▸ **PROMPT**
Among the lines of the data, copy those that hold "than".

▸ **GIVEN RECORDS**

____________

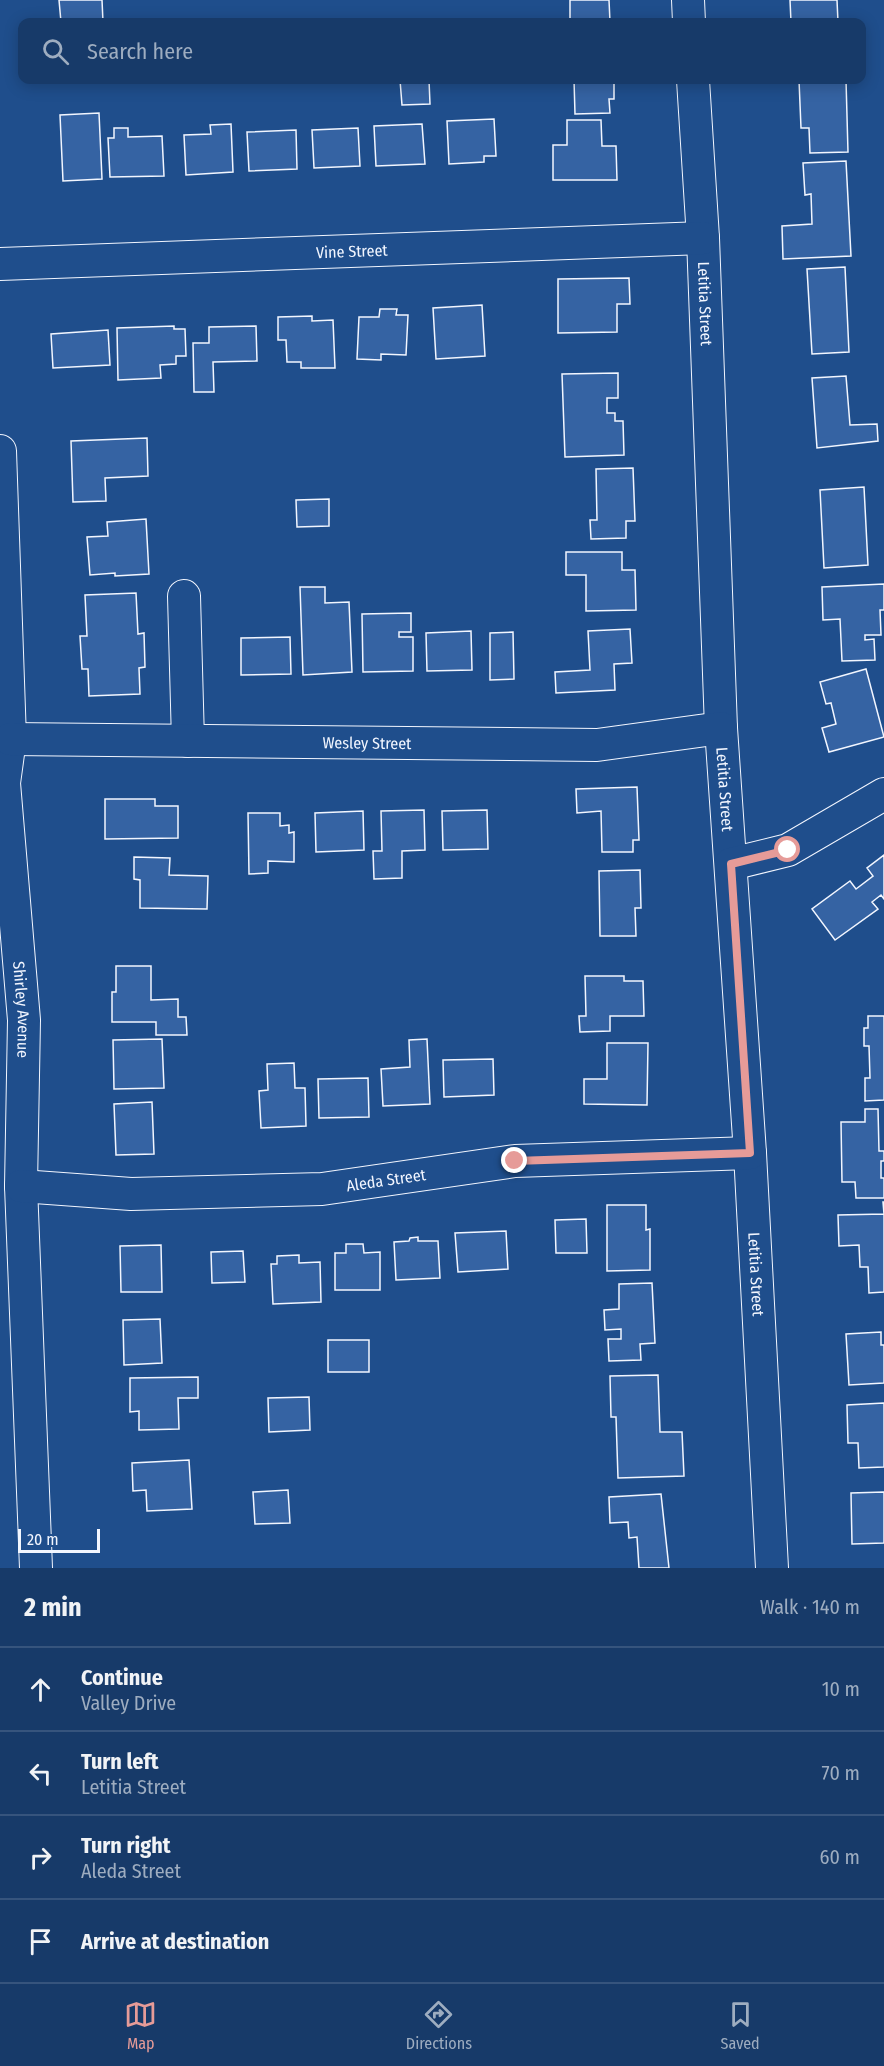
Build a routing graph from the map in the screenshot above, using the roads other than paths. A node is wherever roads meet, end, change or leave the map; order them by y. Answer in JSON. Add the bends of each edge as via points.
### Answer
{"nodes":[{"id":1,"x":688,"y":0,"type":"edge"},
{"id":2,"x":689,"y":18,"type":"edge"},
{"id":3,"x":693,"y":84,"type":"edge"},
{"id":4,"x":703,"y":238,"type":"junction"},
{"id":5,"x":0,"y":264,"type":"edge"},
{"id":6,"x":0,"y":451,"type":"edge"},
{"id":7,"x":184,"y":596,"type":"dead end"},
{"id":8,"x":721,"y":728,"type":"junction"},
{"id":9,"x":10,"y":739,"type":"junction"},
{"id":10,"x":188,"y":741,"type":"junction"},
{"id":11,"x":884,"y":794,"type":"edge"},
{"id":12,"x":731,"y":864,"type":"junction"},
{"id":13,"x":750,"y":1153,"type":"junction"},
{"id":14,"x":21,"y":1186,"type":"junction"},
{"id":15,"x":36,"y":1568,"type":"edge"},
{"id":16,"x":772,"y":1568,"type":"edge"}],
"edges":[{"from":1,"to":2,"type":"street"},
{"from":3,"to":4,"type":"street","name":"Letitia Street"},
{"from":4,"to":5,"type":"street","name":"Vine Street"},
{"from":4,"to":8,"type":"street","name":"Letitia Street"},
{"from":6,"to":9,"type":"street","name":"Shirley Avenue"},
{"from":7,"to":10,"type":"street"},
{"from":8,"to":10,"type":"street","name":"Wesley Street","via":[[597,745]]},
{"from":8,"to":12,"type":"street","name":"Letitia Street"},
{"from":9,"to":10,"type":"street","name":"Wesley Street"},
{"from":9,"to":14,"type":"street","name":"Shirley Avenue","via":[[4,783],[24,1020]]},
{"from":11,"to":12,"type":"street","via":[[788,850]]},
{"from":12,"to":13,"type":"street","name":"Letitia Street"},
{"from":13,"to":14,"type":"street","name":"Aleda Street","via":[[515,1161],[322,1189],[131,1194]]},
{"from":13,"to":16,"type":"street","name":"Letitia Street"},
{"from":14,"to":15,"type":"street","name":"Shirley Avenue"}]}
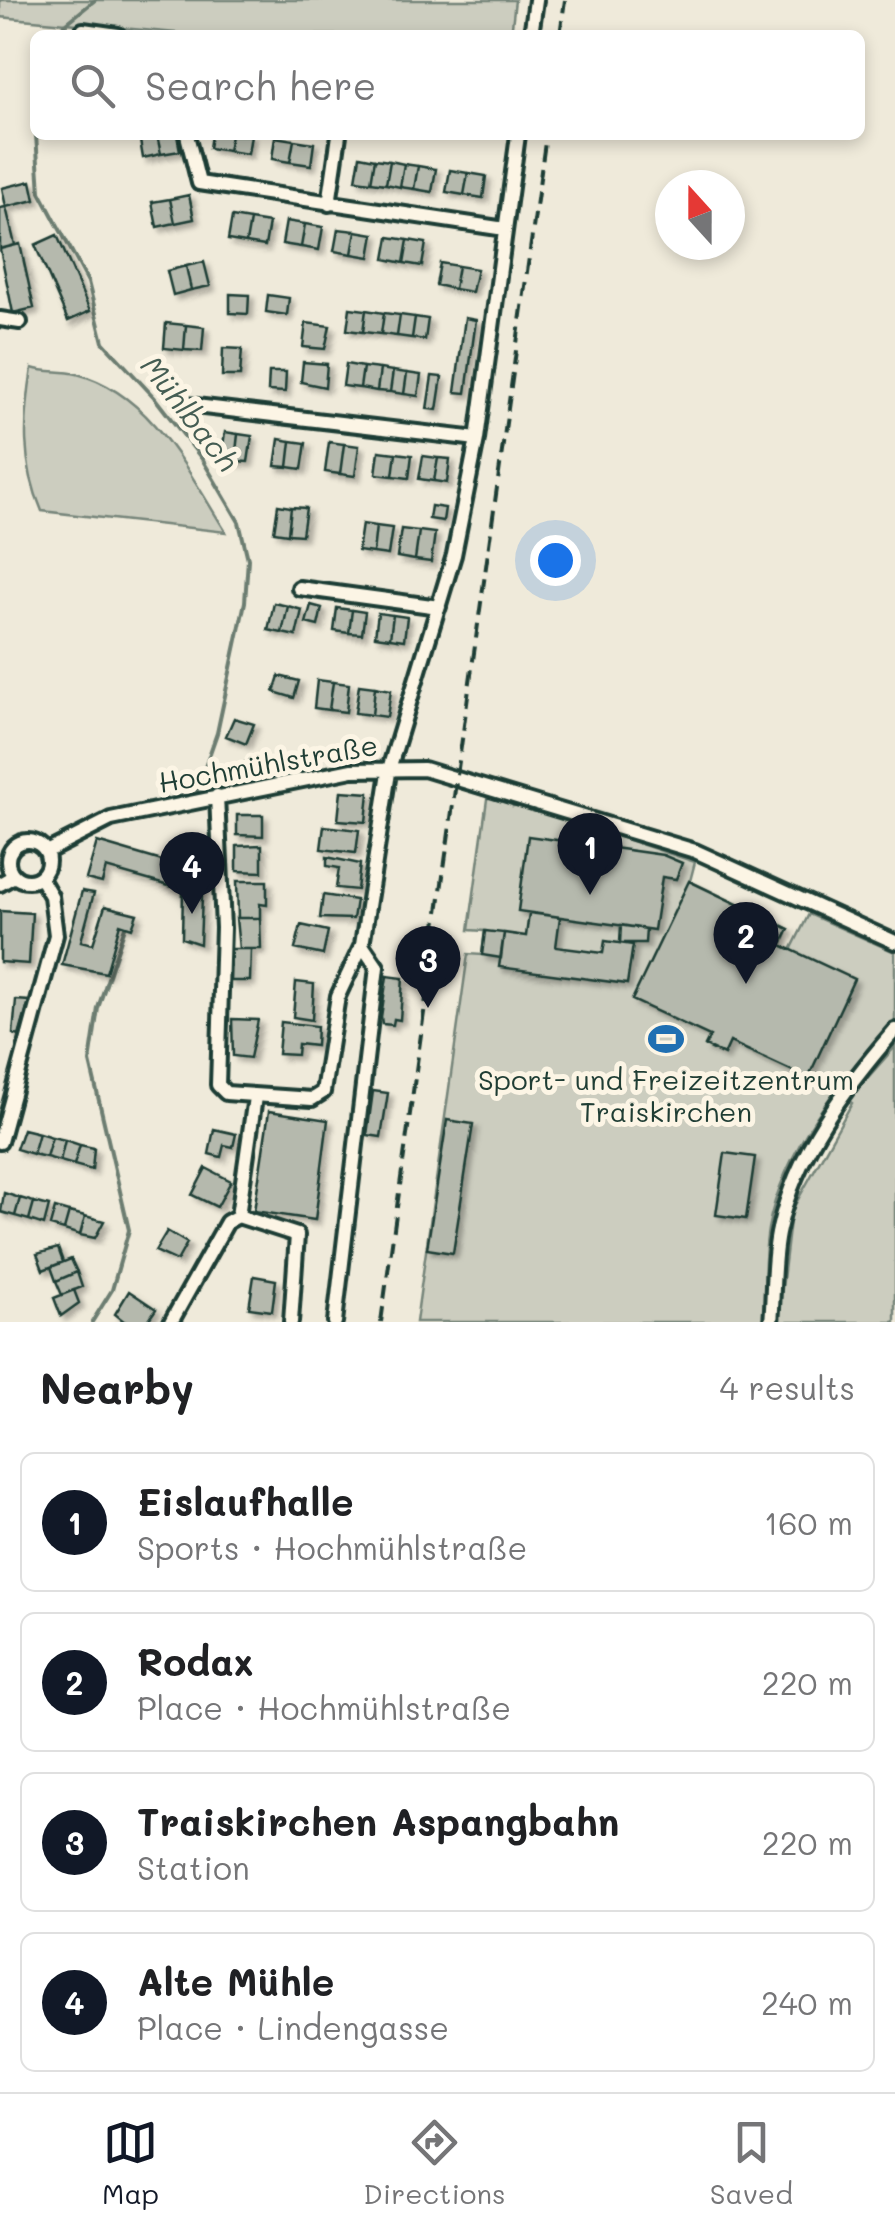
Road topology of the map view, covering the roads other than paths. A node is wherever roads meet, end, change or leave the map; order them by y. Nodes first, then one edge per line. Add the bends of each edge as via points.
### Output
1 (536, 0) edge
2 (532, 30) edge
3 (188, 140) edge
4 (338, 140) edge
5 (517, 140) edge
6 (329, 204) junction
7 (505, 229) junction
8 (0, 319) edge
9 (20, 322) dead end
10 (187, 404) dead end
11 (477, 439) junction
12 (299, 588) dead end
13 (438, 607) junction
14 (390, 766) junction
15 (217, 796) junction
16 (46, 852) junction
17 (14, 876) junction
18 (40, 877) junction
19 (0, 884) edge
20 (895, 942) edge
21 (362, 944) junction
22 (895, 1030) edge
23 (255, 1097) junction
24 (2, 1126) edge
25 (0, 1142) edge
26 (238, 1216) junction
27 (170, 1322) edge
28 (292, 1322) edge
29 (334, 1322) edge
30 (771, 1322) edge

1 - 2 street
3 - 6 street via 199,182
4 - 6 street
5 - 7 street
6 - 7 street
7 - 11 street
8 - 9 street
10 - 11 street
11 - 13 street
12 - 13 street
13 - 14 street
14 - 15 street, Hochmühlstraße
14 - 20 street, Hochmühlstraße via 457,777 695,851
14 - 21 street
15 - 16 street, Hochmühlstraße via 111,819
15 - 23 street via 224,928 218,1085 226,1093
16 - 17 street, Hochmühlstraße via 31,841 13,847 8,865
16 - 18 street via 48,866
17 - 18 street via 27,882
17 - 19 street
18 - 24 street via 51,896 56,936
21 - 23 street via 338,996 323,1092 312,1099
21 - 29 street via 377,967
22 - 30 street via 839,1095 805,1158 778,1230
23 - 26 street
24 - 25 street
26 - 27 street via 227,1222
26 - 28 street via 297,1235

____________

▸ **SOLUTION**
Build a routing graph from the map in the screenshot above, using the roads other than paths. A node is wherever roads meet, end, change or leave the map; order them by y. Answer in JSON. Add the bends of each edge as via points.
Road topology of the map view, covering the roads other than paths. A node is wherever roads meet, end, change or leave the map; order them by y. Nodes first, then one edge per line. Add the bends of each edge as via points.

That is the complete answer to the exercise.